Starbreeze sold the Brothers: A Tale of Two Sons intellectual property to 505 Games for $500,000 in January 2015. 505 Games continued developing the game for additional platforms, including the PlayStation 4 and Xbox One released in mid-2015, with director's commentary, the soundtrack, and a concept art gallery. Mobile versions of the game were also released; the iOS version was released on 22 October, while the Android version of the game was released on 26 May 2016.

505 Games developed a version for the Nintendo Switch released on 28 May 2019. This version includes a special two-player co-operative mode where each player controls one of the two brothers in the game. The game was released for Amazon Luna on 20 October 2020. Super Rare Games announced a limited physical release of the Switch version, which was made available on 25 March 2021.

== Reception ==
===Critical response===

Brothers: A Tale of Two Sons received "generally favorable" reviews from critics, while the PC version received "universal acclaim", according to review aggregator website Metacritic.

IGN said that Brothers: A Tale of Two Sons "might be the best downloadable title since Journey". GamesMasters James Nouch said his preview of the game that "[Brothers: A Tale of Two Sons] is a charming, emotive adventure that flows at its own rather sedate pace", but in their final review GamesMaster gave it 91/100, writing: "Short but immensely satisfying, it's Ico meets Limbo in Fables world. In a word: spellbinding". Edge gave it a 7/10 in its review. It praised the visual style, pace and story, as well as the controls, saying that the control scheme "understands what it means to communicate meaning through interaction". UK's GamesTM magazine gave Brothers: A Tale of Two Sons a score of 8/10 in its review in issue 137.

Joystiq gave the game a perfect score of 5/5. Joystiq's Ludwig Kietzmann says: "It's rare for a game to forge a connection so strong, and even rarer for you to become the connective tissue". Official Xbox Magazine UK praised the game and its touching story and inventive controls. They gave it a score of 9/10.

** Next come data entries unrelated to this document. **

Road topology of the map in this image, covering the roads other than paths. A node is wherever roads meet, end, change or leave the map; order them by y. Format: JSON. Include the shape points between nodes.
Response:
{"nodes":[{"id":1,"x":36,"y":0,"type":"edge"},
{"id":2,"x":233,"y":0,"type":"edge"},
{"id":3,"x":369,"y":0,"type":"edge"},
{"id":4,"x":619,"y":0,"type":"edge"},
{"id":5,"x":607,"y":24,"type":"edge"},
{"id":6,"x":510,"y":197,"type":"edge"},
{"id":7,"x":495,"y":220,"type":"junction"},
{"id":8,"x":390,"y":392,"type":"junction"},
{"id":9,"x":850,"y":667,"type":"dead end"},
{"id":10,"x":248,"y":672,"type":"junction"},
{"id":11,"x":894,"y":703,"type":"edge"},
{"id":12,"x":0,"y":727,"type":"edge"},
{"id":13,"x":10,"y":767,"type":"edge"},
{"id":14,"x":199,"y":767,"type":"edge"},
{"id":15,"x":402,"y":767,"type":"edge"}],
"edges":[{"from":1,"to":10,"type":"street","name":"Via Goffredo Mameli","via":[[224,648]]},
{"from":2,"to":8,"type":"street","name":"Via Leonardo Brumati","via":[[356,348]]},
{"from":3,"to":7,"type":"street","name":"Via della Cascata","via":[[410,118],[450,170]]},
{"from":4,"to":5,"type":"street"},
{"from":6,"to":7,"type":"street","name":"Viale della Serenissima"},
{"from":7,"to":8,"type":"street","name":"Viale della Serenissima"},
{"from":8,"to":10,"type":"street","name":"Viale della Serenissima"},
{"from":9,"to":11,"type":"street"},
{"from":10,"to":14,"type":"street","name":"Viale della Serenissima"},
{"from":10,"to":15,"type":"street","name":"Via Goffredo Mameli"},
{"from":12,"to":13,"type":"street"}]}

Both IGN and PC Gamer stated Brothers: A Tale of Two Sons was one of the best games of 2013. IGN states this with "it's no secret that we love Journey. It was our Game of the Year for 2012, after all. And we quite love Fable too [...]. So to combine the two into one cinematic, story-driven experience – one written and directed by a decorated Swedish filmmaker – meant our interest was piqued. And after we saw the game, we knew: this is going to be good. Really, really good". PC Gamer said "this could easily shape up to be one of the indie darlings of 2013". The game won the "Best Innovation" award while nominated for "Best Family Game" and "Best Story" at the 2014 BAFTA Video Games Awards.

Aggregate score
| Aggregator | Score |
|---|---|
| Metacritic | PC: 90/100 X360: 86/100 PS3: 85/100 XONE: 81/100 PS4: 81/100 iOS: 81/100 NS: 79/100 |

Review scores
| Publication | Score |
|---|---|
| IGN | 8.2/10 |
| Joystiq | 5/5 |
| TouchArcade | iOS: 4/5 |

===Sales===
Brothers: A Tale of Two Sons had sold over 800,000 units by January 2015.

===Awards===
Brothers: A Tale of Two Sons won the award for Best Xbox Game at the 2013 VGX Award Show (formerly Spike Video Game Awards; VGAs), in competition with Grand Theft Auto V, BioShock Infinite, and Tomb Raider. It also won the Best Game Innovation Award at 2014's British Academy Games Awards (BAFTA). During the 17th Annual D.I.C.E. Awards, the Academy of Interactive Arts & Sciences awarded Brothers with "Downloadable Game of the Year", along with a nomination for "Outstanding Achievement in Game Direction".

== Remake ==
A remake of the game was announced at The Game Awards in December 2023. Developed by Italian studio Avantgarden, it was released for PlayStation 5, Windows, and Xbox Series X/S on 28 February 2024.